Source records
========================================

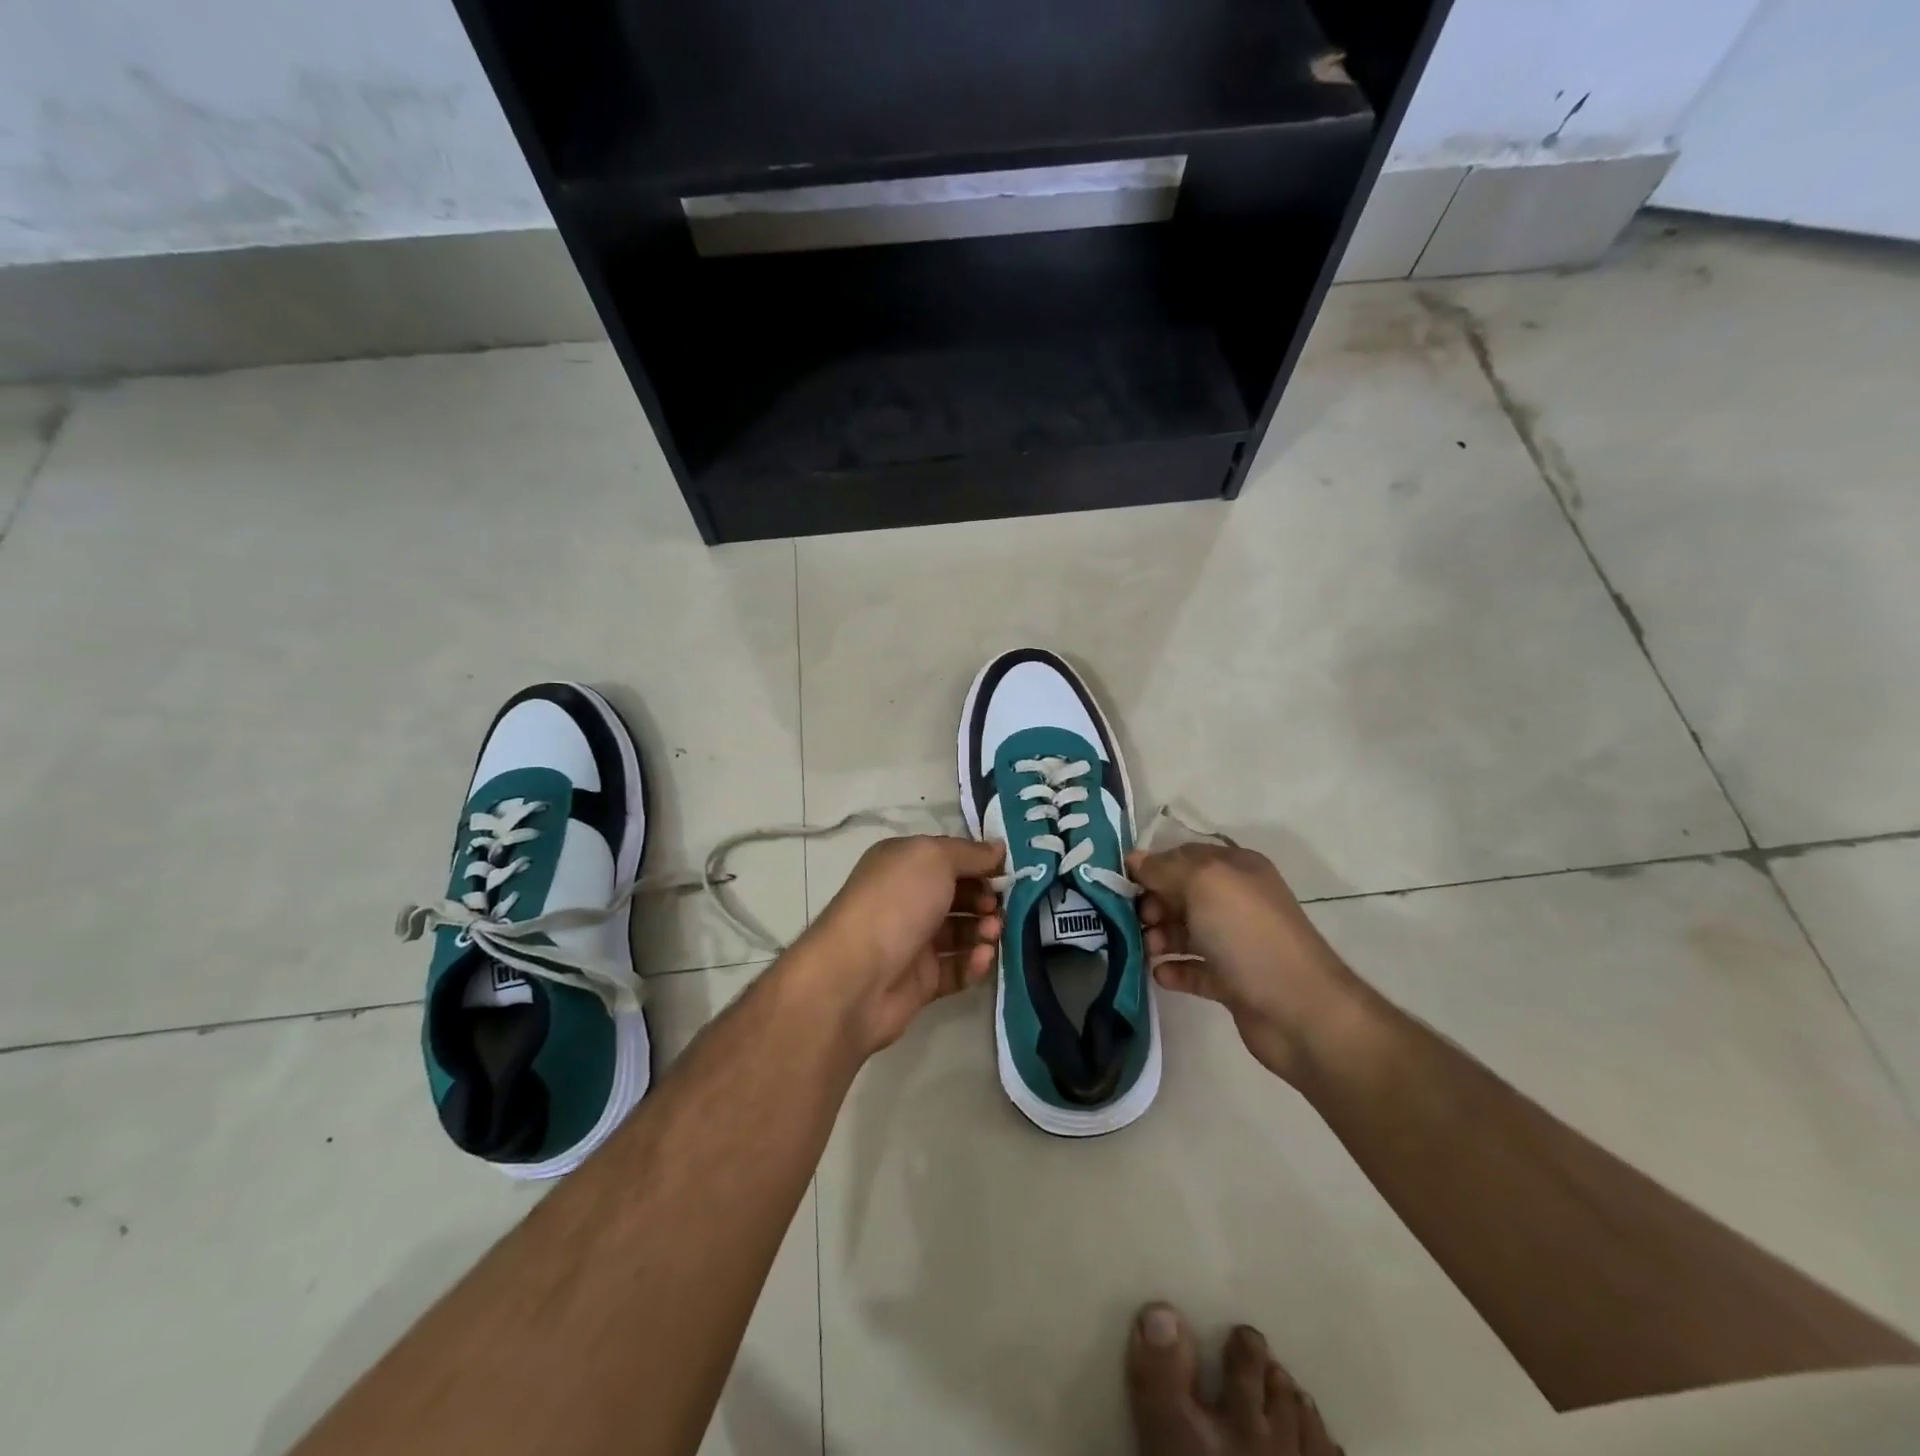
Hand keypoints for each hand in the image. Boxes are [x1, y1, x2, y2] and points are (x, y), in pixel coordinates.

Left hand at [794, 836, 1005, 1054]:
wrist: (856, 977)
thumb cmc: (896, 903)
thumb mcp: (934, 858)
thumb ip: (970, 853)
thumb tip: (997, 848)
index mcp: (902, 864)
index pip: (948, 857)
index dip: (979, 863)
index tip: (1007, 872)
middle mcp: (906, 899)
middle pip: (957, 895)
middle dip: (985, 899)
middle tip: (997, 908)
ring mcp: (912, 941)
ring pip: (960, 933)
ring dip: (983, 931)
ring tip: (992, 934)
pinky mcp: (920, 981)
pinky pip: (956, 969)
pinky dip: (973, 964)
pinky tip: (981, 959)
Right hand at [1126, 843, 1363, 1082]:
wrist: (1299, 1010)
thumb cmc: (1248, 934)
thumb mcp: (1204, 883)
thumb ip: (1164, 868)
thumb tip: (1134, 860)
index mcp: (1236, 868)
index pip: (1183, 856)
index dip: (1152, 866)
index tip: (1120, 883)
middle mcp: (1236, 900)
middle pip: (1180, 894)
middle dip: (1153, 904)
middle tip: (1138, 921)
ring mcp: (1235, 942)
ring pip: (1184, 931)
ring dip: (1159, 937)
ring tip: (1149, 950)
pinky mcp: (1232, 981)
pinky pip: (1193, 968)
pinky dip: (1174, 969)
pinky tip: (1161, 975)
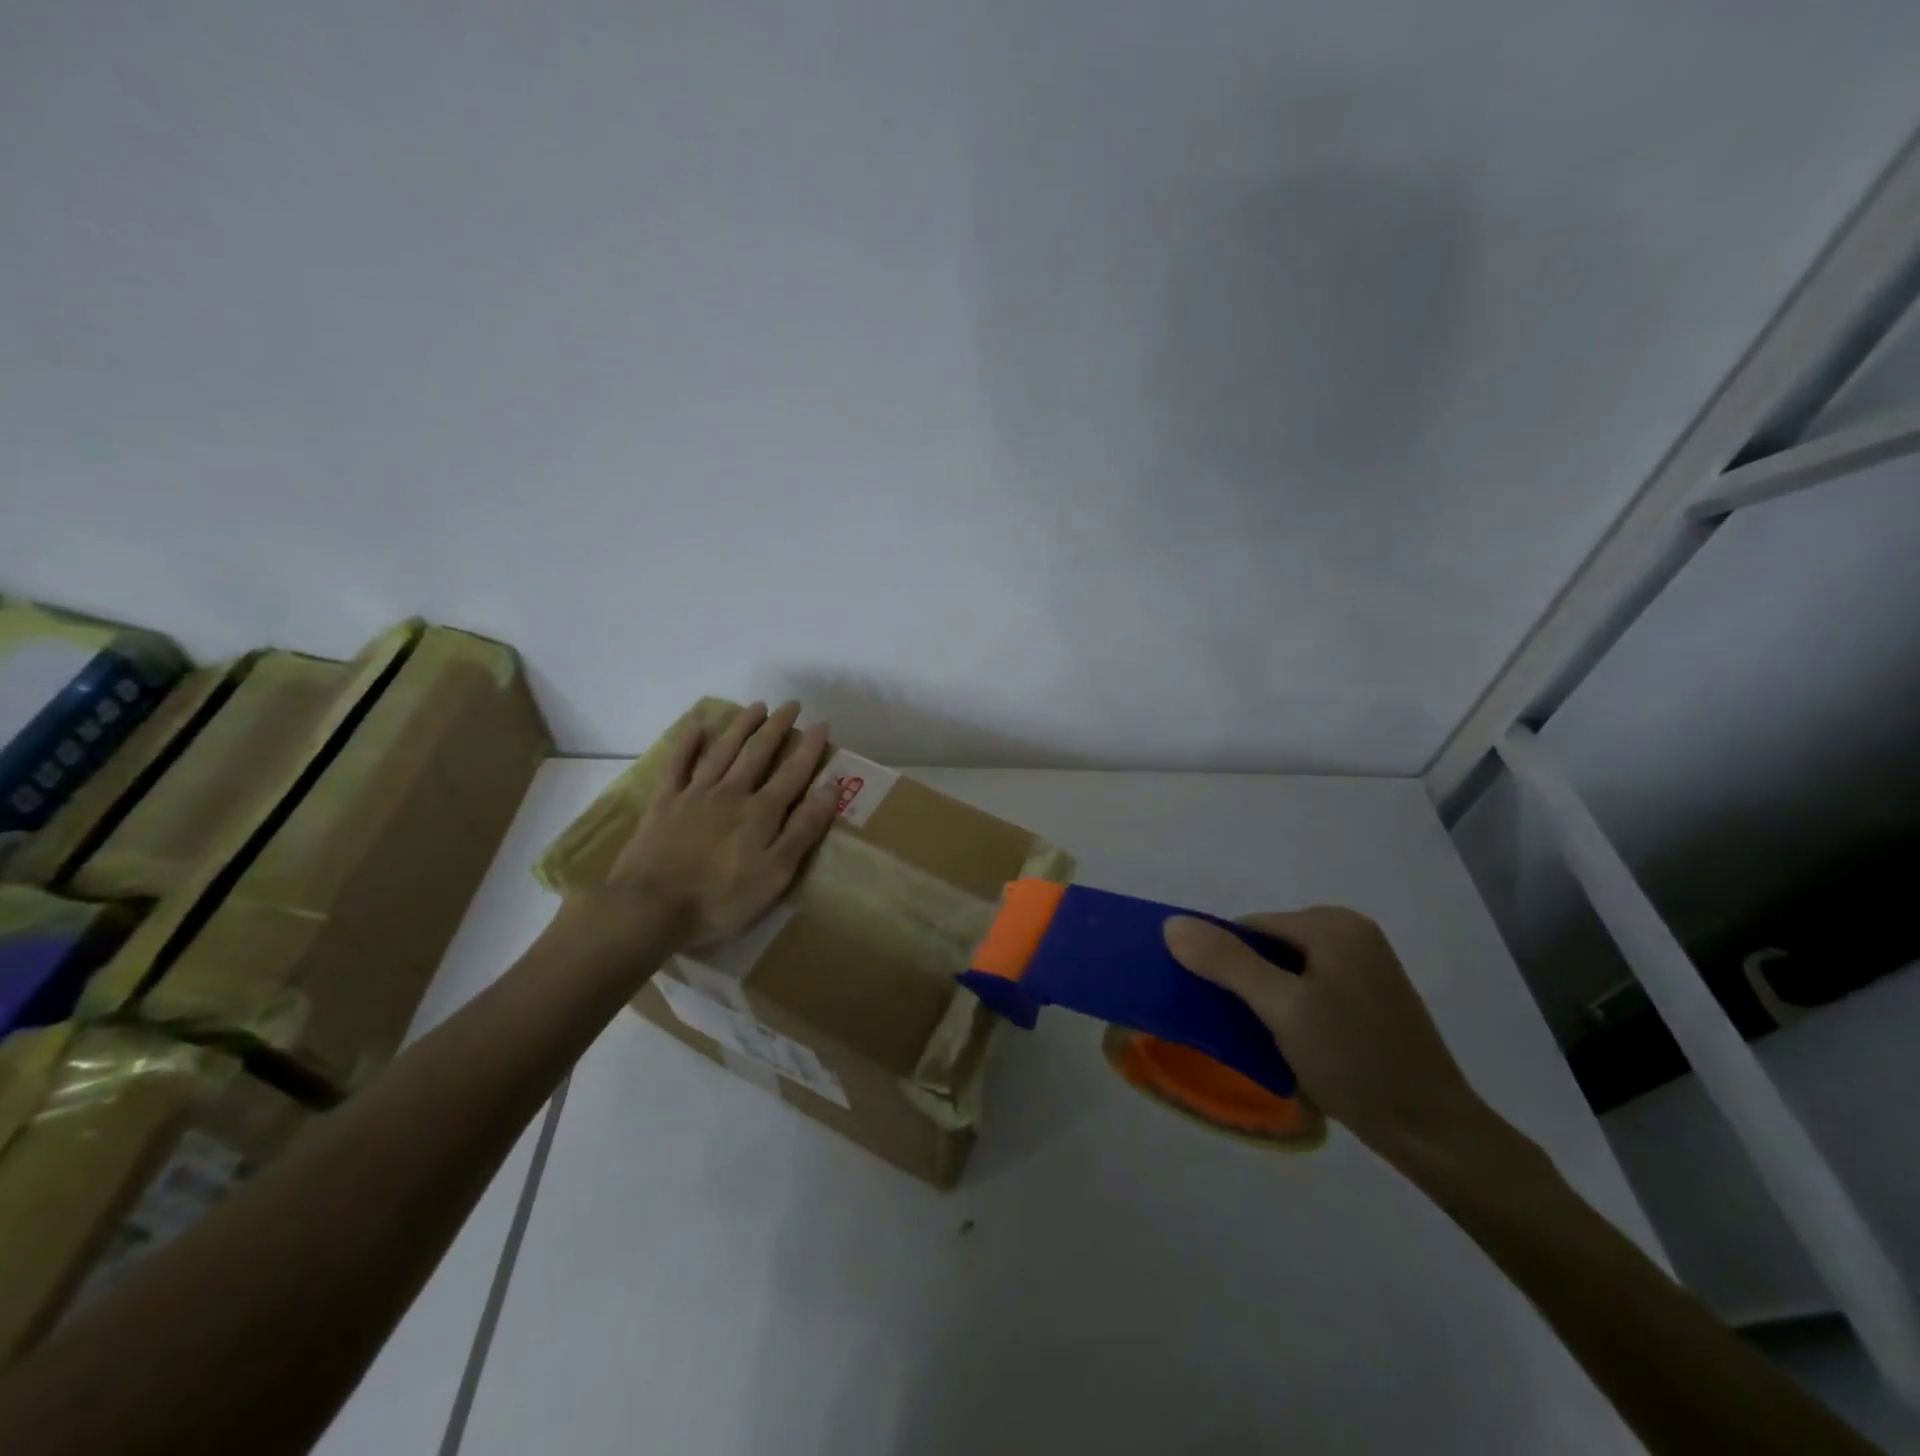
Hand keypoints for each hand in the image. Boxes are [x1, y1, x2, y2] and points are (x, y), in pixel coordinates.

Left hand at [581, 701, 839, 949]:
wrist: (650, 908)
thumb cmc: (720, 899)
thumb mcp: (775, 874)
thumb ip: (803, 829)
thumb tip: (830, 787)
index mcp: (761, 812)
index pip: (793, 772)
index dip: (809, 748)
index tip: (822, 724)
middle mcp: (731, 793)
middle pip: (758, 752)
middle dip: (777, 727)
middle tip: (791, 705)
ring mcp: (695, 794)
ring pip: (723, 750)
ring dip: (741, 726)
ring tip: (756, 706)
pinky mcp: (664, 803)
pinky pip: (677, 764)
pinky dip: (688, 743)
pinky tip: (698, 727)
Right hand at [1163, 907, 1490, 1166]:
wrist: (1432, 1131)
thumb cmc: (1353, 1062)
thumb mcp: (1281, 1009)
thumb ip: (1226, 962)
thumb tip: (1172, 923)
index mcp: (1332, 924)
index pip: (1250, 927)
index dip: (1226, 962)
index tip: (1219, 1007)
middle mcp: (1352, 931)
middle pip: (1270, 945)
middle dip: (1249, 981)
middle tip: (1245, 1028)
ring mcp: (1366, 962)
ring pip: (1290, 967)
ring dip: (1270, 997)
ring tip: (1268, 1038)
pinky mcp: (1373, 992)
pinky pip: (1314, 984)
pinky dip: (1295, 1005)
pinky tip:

========================================

§ WHAT NEEDS TO BE DONE:
The full text of the data above, exact and without pictures, is what to return.

§ RESPONSE FOR THIS EXERCISE:
Hand keypoints for each hand in the image. Boxes are [x1, y1, x2, y2] and points are (x, y), in pixel coordinates.

Left hand at [794, 836, 1005, 1054]:
wrist: (856, 977)
thumb cmc: (896, 903)
thumb mcp: (934, 858)
thumb ip: (970, 853)
thumb tip: (997, 848)
index mcp: (902, 864)
index pip: (948, 857)
index dip: (979, 863)
index tip: (1007, 872)
middle mcp: (906, 899)
middle pip: (957, 895)
middle dip: (985, 899)
middle tip: (997, 908)
ring mcp: (912, 941)
ring pip: (960, 933)
ring dip: (983, 931)
ring tip: (992, 934)
pinky mcp: (920, 981)
pinky pip: (956, 969)
pinky dip: (973, 964)
pinky tip: (981, 959)
Right hand at [1126, 843, 1363, 1082]:
wrist: (1299, 1010)
thumb cmc: (1248, 934)
thumb mcp: (1204, 883)
thumb ip: (1164, 868)
thumb tip: (1134, 860)
index mcp: (1236, 868)
index pip: (1183, 856)
index dip: (1152, 866)
index tip: (1120, 883)
middle mcp: (1236, 900)
middle pip: (1180, 894)
middle dip: (1153, 904)
middle tip: (1138, 921)
ring mcp: (1235, 942)
ring pip: (1184, 931)
ring dip: (1159, 937)
ring tip: (1149, 950)
pinky mcp: (1232, 981)
pinky pip: (1193, 968)
pinky dip: (1174, 969)
pinky tip: (1161, 975)
Hand keypoints for each hand in the image. Boxes are [x1, y1, x2, y2] and points are (x, y), in pixel coordinates.

Left hand at [581, 701, 839, 949]:
wrist: (650, 908)
thumb cmc: (720, 899)
thumb mcp: (775, 874)
thumb ip: (803, 829)
thumb tip: (830, 787)
index mcp: (761, 812)
index pip: (793, 772)
index dip: (809, 748)
index tip: (822, 724)
middle mcp: (731, 793)
middle pip: (758, 752)
middle dip: (777, 727)
middle tip: (791, 705)
ring mcp: (695, 794)
ring pip: (723, 750)
ring dip: (741, 726)
ring tip: (756, 706)
pinky mcp: (664, 803)
pinky pip: (677, 764)
pinky dip: (688, 743)
pinky tip: (698, 727)
Right hand at [1163, 907, 1490, 1166]:
wrist: (1432, 1131)
thumb cmc: (1353, 1062)
thumb mcp: (1281, 1009)
thumb ip: (1226, 962)
thumb tip: (1172, 923)
index mcp: (1332, 924)
index pip: (1250, 927)
index dip: (1226, 962)
index tip: (1219, 1007)
middle mcp: (1352, 931)
middle pip: (1270, 945)
middle dip: (1249, 981)
middle tip: (1245, 1028)
ring mcp: (1366, 962)
ring pip: (1290, 967)
ring dip: (1270, 997)
ring tip: (1268, 1038)
pinky mcp: (1373, 992)
pinky pip: (1314, 984)
pinky dip: (1295, 1005)
pinky tip:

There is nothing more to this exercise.